◆ WORK TO COMPLETE
Pictures stay out of the copy; set down each line of the listing below exactly.

· · · · · · ·

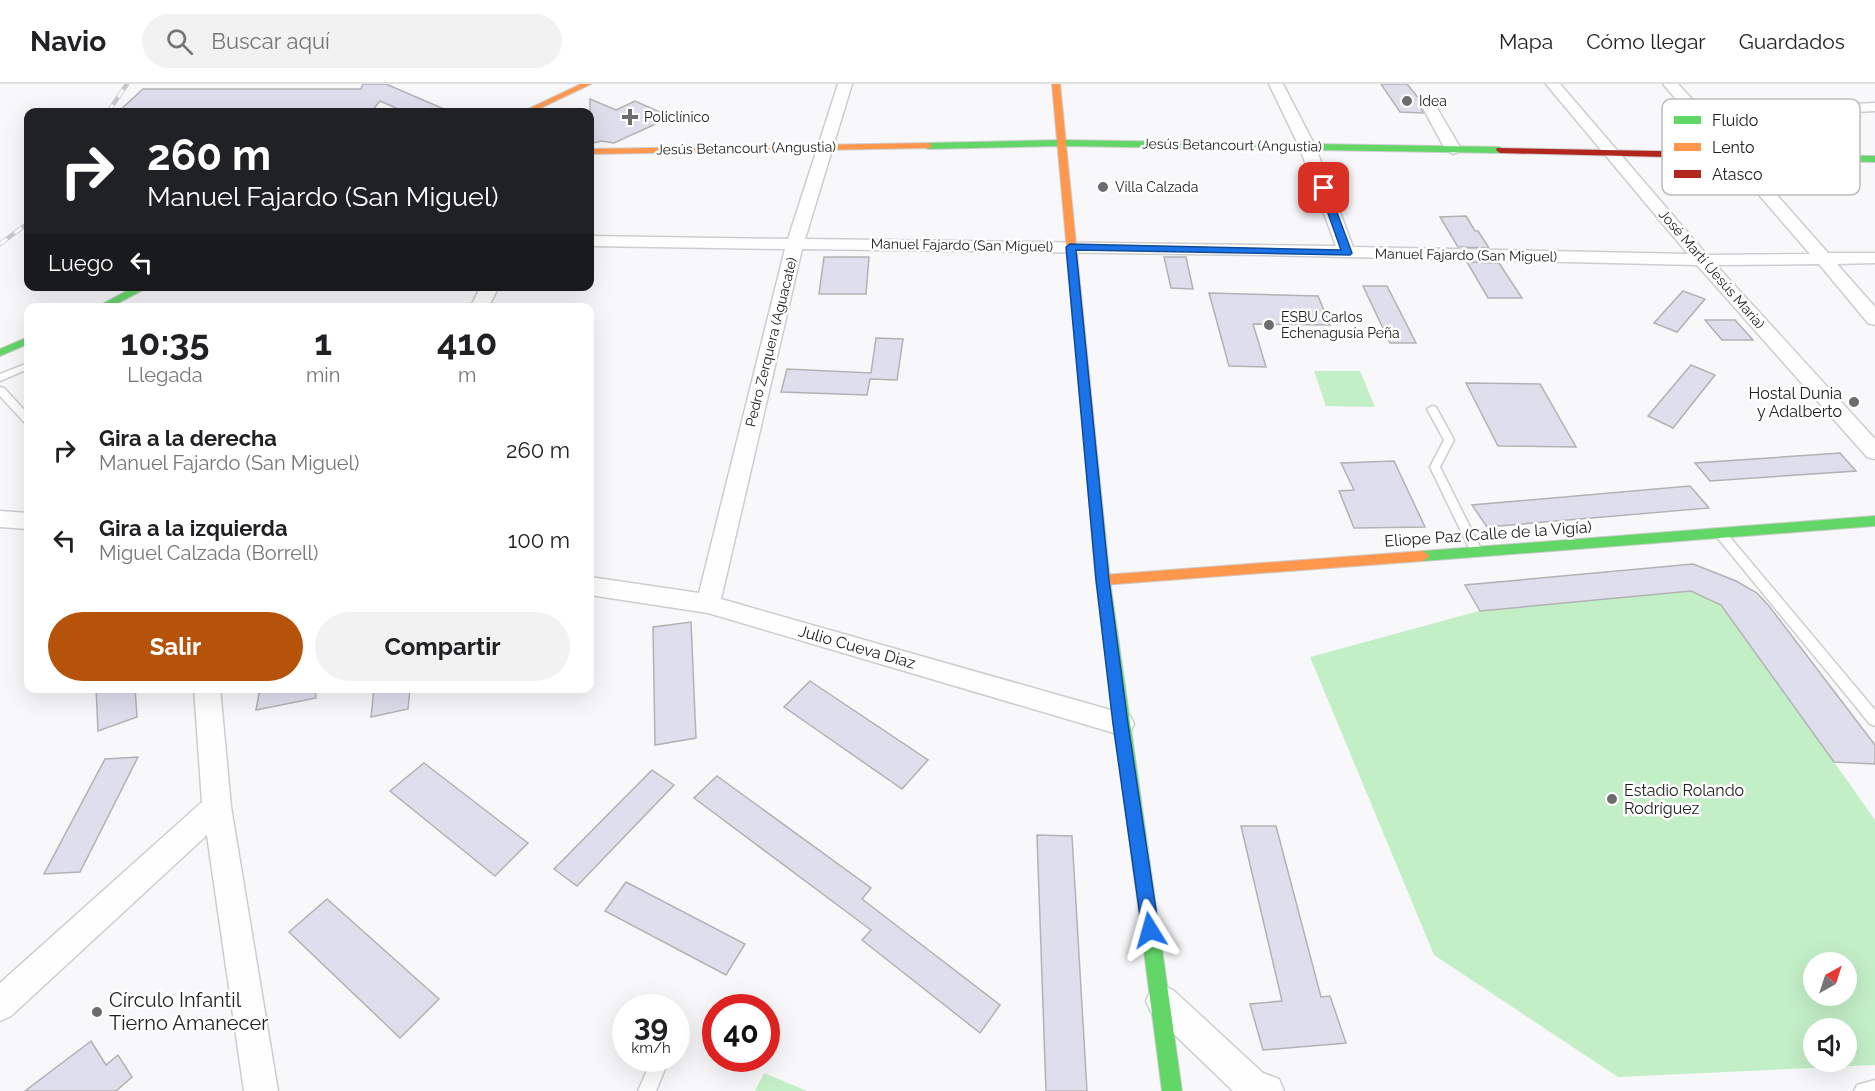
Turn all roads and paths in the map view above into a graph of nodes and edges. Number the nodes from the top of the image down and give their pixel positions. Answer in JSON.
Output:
{"nodes":[{"id":1,"x":587,"y":84,"type":"edge"},
{"id":2,"x":845,"y":84,"type":"edge"},
{"id":3,"x":1056,"y":84,"type":"edge"},
{"id":4,"x":1276,"y":84,"type":"edge"},
{"id":5,"x":1553,"y":84,"type":"edge"},
{"id":6,"x":1670,"y":84,"type":"edge"},
{"id":7,"x":1683,"y":99,"type":"edge"},
{"id":8,"x":535,"y":108,"type":"edge"},
{"id":9,"x":1430,"y":108,"type":"dead end"},
{"id":10,"x":1875,"y":108,"type":"edge"},
{"id":11,"x":1860,"y":109,"type":"edge"},
{"id":12,"x":1061,"y":143,"type":"junction"},
{"id":13,"x":825,"y":146,"type":"junction"},
{"id":14,"x":1306,"y":146,"type":"junction"},
{"id":15,"x":1453,"y":149,"type":"junction"},
{"id":16,"x":594,"y":152,"type":"edge"},
{"id":17,"x":1611,"y":152,"type":"junction"},
{"id":18,"x":1662,"y":153,"type":"edge"},
{"id":19,"x":1860,"y":159,"type":"edge"},
{"id":20,"x":1875,"y":159,"type":"edge"},
{"id":21,"x":1769,"y":195,"type":"edge"},
{"id":22,"x":594,"y":241,"type":"edge"},
{"id":23,"x":795,"y":243,"type":"junction"},
{"id":24,"x":1070,"y":247,"type":"junction"},
{"id":25,"x":1347,"y":253,"type":"junction"},
{"id":26,"x":1875,"y":258,"type":"edge"},
{"id":27,"x":1824,"y":259,"type":"junction"},
{"id":28,"x":1702,"y":260,"type":"junction"},
{"id":29,"x":139,"y":291,"type":"edge"},
{"id":30,"x":127,"y":301,"type":"edge"},
{"id":31,"x":1875,"y":319,"type":"edge"},
{"id":32,"x":24,"y":342,"type":"edge"},
{"id":33,"x":0,"y":353,"type":"edge"},
{"id":34,"x":24,"y":368,"type":"edge"},
{"id":35,"x":0,"y":378,"type":"edge"},
{"id":36,"x":0,"y":390,"type":"edge"},
{"id":37,"x":1432,"y":410,"type":"dead end"},
{"id":38,"x":24,"y":416,"type":"edge"},
{"id":39,"x":1875,"y":452,"type":"edge"},
{"id":40,"x":0,"y":519,"type":"edge"},
{"id":41,"x":24,"y":521,"type":"edge"},
{"id":42,"x":1875,"y":521,"type":"edge"},
{"id":43,"x":1720,"y":533,"type":"junction"},
{"id":44,"x":1476,"y":551,"type":"junction"},
{"id":45,"x":1103,"y":580,"type":"junction"},
{"id":46,"x":594,"y":587,"type":"edge"},
{"id":47,"x":708,"y":604,"type":"junction"},
{"id":48,"x":207,"y":693,"type":"edge"},
{"id":49,"x":1875,"y":720,"type":"edge"},
{"id":50,"x":1120,"y":724,"type":"junction"},
{"id":51,"x":217,"y":807,"type":"junction"},
{"id":52,"x":1160,"y":999,"type":"junction"},
{"id":53,"x":0,"y":1005,"type":"edge"},
{"id":54,"x":655,"y":1072,"type":"edge"},
{"id":55,"x":1875,"y":1089,"type":"edge"},
{"id":56,"x":261,"y":1091,"type":"edge"},
{"id":57,"x":647,"y":1091,"type":"edge"},
{"id":58,"x":1172,"y":1091,"type":"edge"},
{"id":59,"x":1267,"y":1091,"type":"edge"},
{"id":60,"x":1863,"y":1091,"type":"edge"}],
"edges":[{"from":1,"to":8,"type":"street"},
{"from":2,"to":13,"type":"street","name":"Pedro Zerquera (Aguacate)"},
{"from":3,"to":12,"type":"street"},
{"from":4,"to":14,"type":"street"},
{"from":5,"to":17,"type":"street","name":"José Martí (Jesús María)"},
{"from":6,"to":7,"type":"street"},
{"from":9,"to":15,"type":"street"},
{"from":10,"to":11,"type":"street"},
{"from":12,"to":13,"type":"street","name":"Jesús Betancourt (Angustia)"},
{"from":12,"to":14,"type":"street","name":"Jesús Betancourt (Angustia)"},
{"from":12,"to":24,"type":"street"},
{"from":13,"to":16,"type":"street","name":"Jesús Betancourt (Angustia)"},
{"from":13,"to":23,"type":"street","name":"Pedro Zerquera (Aguacate)"},
{"from":14,"to":15,"type":"street","name":"Jesús Betancourt (Angustia)"},
{"from":14,"to":25,"type":"street"},
{"from":15,"to":17,"type":"street","name":"Jesús Betancourt (Angustia)"},
{"from":17,"to":18,"type":"street","name":"Jesús Betancourt (Angustia)"},
{"from":17,"to":28,"type":"street","name":"José Martí (Jesús María)"},
{"from":19,"to":20,"type":"street","name":"Jesús Betancourt (Angustia)"},
{"from":21,"to":27,"type":"street"},
{"from":22,"to":23,"type":"street","name":"Manuel Fajardo (San Miguel)"},
{"from":23,"to":24,"type":"street","name":"Manuel Fajardo (San Miguel)"},
{"from":23,"to":47,"type":"street","name":"Pedro Zerquera (Aguacate)"},
{"from":24,"to":25,"type":"street","name":"Manuel Fajardo (San Miguel)"},
{"from":24,"to":45,"type":"street"},
{"from":25,"to":28,"type":"street","name":"Manuel Fajardo (San Miguel)"},
{"from":26,"to":27,"type":"street","name":"Manuel Fajardo (San Miguel)"},
{"from":27,"to":28,"type":"street","name":"Manuel Fajardo (San Miguel)"},
{"from":27,"to":31,"type":"street"},
{"from":28,"to":39,"type":"street","name":"José Martí (Jesús María)"},
{"from":29,"to":30,"type":"street"},
{"from":32,"to":33,"type":"street"},
{"from":34,"to":35,"type":"lane"},
{"from":36,"to":38,"type":"lane"},
{"from":37,"to":44,"type":"lane"},
{"from":40,"to":41,"type":"street"},
{"from":42,"to":43,"type":"street","name":"Eliope Paz (Calle de la Vigía)"},
{"from":43,"to":44,"type":"street","name":"Eliope Paz (Calle de la Vigía)"},
{"from":43,"to":49,"type":"lane"},
{"from":44,"to":45,"type":"street","name":"Eliope Paz (Calle de la Vigía)"},
{"from":45,"to":50,"type":"street"},
{"from":46,"to":47,"type":"street","name":"Julio Cueva Diaz"},
{"from":47,"to":50,"type":"street","name":"Julio Cueva Diaz"},
{"from":48,"to":51,"type":"street"},
{"from":50,"to":52,"type":"street"},
{"from":51,"to":53,"type":"street"},
{"from":51,"to":56,"type":"street"},
{"from":52,"to":58,"type":"street"},
{"from":52,"to":59,"type":"street"},
{"from":54,"to":57,"type":"lane"},
{"from":55,"to":60,"type":"lane"}]}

· · · · · · ·

◆ RESPONSE BELOW
Turn all roads and paths in the map view above into a graph of nodes and edges. Number the nodes from the top of the image down and give their pixel positions. Answer in JSON.
Output:
{"nodes":[{"id":1,"x":587,"y":84,"type":"edge"},
{"id":2,"x":845,"y":84,"type":"edge"},
{"id":3,"x":1056,"y":84,"type":"edge"},
{"id":4,"x":1276,"y":84,"type":"edge"},
{"id":5,"x":1553,"y":84,"type":"edge"},
{"id":6,"x":1670,"y":84,"type":"edge"},
{"id":7,"x":1683,"y":99,"type":"edge"},
{"id":8,"x":535,"y":108,"type":"edge"},
{"id":9,"x":1430,"y":108,"type":"dead end"},
{"id":10,"x":1875,"y":108,"type":"edge"},
{"id":11,"x":1860,"y":109,"type":"edge"},
{"id":12,"x":1061,"y":143,"type":"junction"},
{"id":13,"x":825,"y":146,"type":"junction"},
{"id":14,"x":1306,"y":146,"type":"junction"},
{"id":15,"x":1453,"y":149,"type":"junction"},
{"id":16,"x":594,"y":152,"type":"edge"},
{"id":17,"x":1611,"y":152,"type":"junction"},
{"id":18,"x":1662,"y":153,"type":"edge"},
{"id":19,"x":1860,"y":159,"type":"edge"},
{"id":20,"x":1875,"y":159,"type":"edge"},
{"id":21,"x":1769,"y":195,"type":"edge"},
{"id":22,"x":594,"y":241,"type":"edge"},
{"id":23,"x":795,"y":243,"type":"junction"},
{"id":24,"x":1070,"y":247,"type":"junction"},
{"id":25,"x":1347,"y":253,"type":"junction"},
{"id":26,"x":1875,"y":258,"type":"edge"},
{"id":27,"x":1824,"y":259,"type":"junction"},
{"id":28,"x":1702,"y":260,"type":"junction"},
{"id":29,"x":139,"y":291,"type":"edge"},
{"id":30,"x":127,"y":301,"type":"edge"},
{"id":31,"x":1875,"y":319,"type":"edge"},
{"id":32,"x":24,"y":342,"type":"edge"},
{"id":33,"x":0,"y":353,"type":"edge"},
{"id":34,"x":24,"y":368,"type":"edge"},
{"id":35,"x":0,"y":378,"type":"edge"},
{"id":36,"x":0,"y":390,"type":"edge"},
{"id":37,"x":1432,"y":410,"type":"dead end"},
{"id":38,"x":24,"y":416,"type":"edge"},
{"id":39,"x":1875,"y":452,"type":"edge"},
{"id":40,"x":0,"y":519,"type":"edge"},
{"id":41,"x":24,"y":521,"type":"edge"},
{"id":42,"x":1875,"y":521,"type":"edge"},
{"id":43,"x":1720,"y":533,"type":"junction"},
{"id":44,"x":1476,"y":551,"type":"junction"},
{"id":45,"x":1103,"y":580,"type":"junction"},
{"id":46,"x":594,"y":587,"type":"edge"},
{"id":47,"x":708,"y":604,"type":"junction"},
{"id":48,"x":207,"y":693,"type":"edge"},
{"id":49,"x":1875,"y":720,"type":"edge"},
{"id":50,"x":1120,"y":724,"type":"junction"},
{"id":51,"x":217,"y":807,"type":"junction"},
{"id":52,"x":1160,"y":999,"type":"junction"},
{"id":53,"x":0,"y":1005,"type":"edge"},
{"id":54,"x":655,"y":1072,"type":"edge"},
{"id":55,"x":1875,"y":1089,"type":"edge"},
{"id":56,"x":261,"y":1091,"type":"edge"},
{"id":57,"x":647,"y":1091,"type":"edge"},
{"id":58,"x":1172,"y":1091,"type":"edge"},
{"id":59,"x":1267,"y":1091,"type":"edge"},
{"id":60,"x":1863,"y":1091,"type":"edge"}],
"edges":[{"from":1,"to":8,"type":"street"},
{"from":2,"to":13,"type":"street","name":"Pedro Zerquera (Aguacate)"},
{"from":3,"to":12,"type":"street"},
{"from":4,"to":14,"type":"street"},
{"from":5,"to":17,"type":"street","name":"José Martí (Jesús María)"},
{"from":6,"to":7,"type":"street"},
{"from":9,"to":15,"type":"street"},
{"from":10,"to":11,"type":"street"},
{"from":12,"to":13,"type":"street","name":"Jesús Betancourt (Angustia)"},
{"from":12,"to":14,"type":"street","name":"Jesús Betancourt (Angustia)"},
{"from":12,"to":24,"type":"street"},
{"from":13,"to":16,"type":"street","name":"Jesús Betancourt (Angustia)"},
{"from":13,"to":23,"type":"street","name":"Pedro Zerquera (Aguacate)"},
{"from":14,"to":15,"type":"street","name":"Jesús Betancourt (Angustia)"},
{"from":14,"to":25,"type":"street"},
{"from":15,"to":17,"type":"street","name":"Jesús Betancourt (Angustia)"},
{"from":17,"to":18,"type":"street","name":"Jesús Betancourt (Angustia)"},
{"from":17,"to":28,"type":"street","name":"José Martí (Jesús María)"},
{"from":19,"to":20,"type":"street","name":"Jesús Betancourt (Angustia)"},
{"from":21,"to":27,"type":"street"},
{"from":22,"to":23,"type":"street","name":"Manuel Fajardo (San Miguel)"},
{"from":23,"to":24,"type":"street","name":"Manuel Fajardo (San Miguel)"},
{"from":23,"to":47,"type":"street","name":"Pedro Zerquera (Aguacate)"},
{"from":24,"to":25,"type":"street","name":"Manuel Fajardo (San Miguel)"},
{"from":24,"to":45,"type":"street"},
{"from":25,"to":28,"type":"street","name":"Manuel Fajardo (San Miguel)"},
{"from":26,"to":27,"type":"street","name":"Manuel Fajardo (San Miguel)"},
{"from":27,"to":28,"type":"street","name":"Manuel Fajardo (San Miguel)"},
{"from":27,"to":31,"type":"street"},
{"from":28,"to":39,"type":"street","name":"José Martí (Jesús María)"},
{"from":29,"to":30,"type":"street"},
{"from":32,"to":33,"type":"street"},
{"from":34,"to":35,"type":"lane"},
{"from":36,"to":38,"type":"lane"},
{"from":37,"to":44,"type":"lane"},
{"from":40,"to":41,"type":"street"},
{"from":42,"to":43,"type":"street","name":"Eliope Paz (Calle de la Vigía)"},
{"from":43,"to":44,"type":"street","name":"Eliope Paz (Calle de la Vigía)"},
{"from":43,"to":49,"type":"lane"},
{"from":44,"to":45,"type":"street","name":"Eliope Paz (Calle de la Vigía)"},
{"from":45,"to":50,"type":"street"},
{"from":46,"to":47,"type":"street","name":"Julio Cueva Diaz"},
{"from":47,"to":50,"type":"street","name":"Julio Cueva Diaz"},
{"from":48,"to":51,"type":"street"},
{"from":50,"to":52,"type":"street"},
{"from":51,"to":53,"type":"street"},
{"from":51,"to":56,"type":"street"},
{"from":52,"to":58,"type":"street"},
{"from":52,"to":59,"type":"street"},
{"from":54,"to":57,"type":"lane"},
{"from":55,"to":60,"type":"lane"}]}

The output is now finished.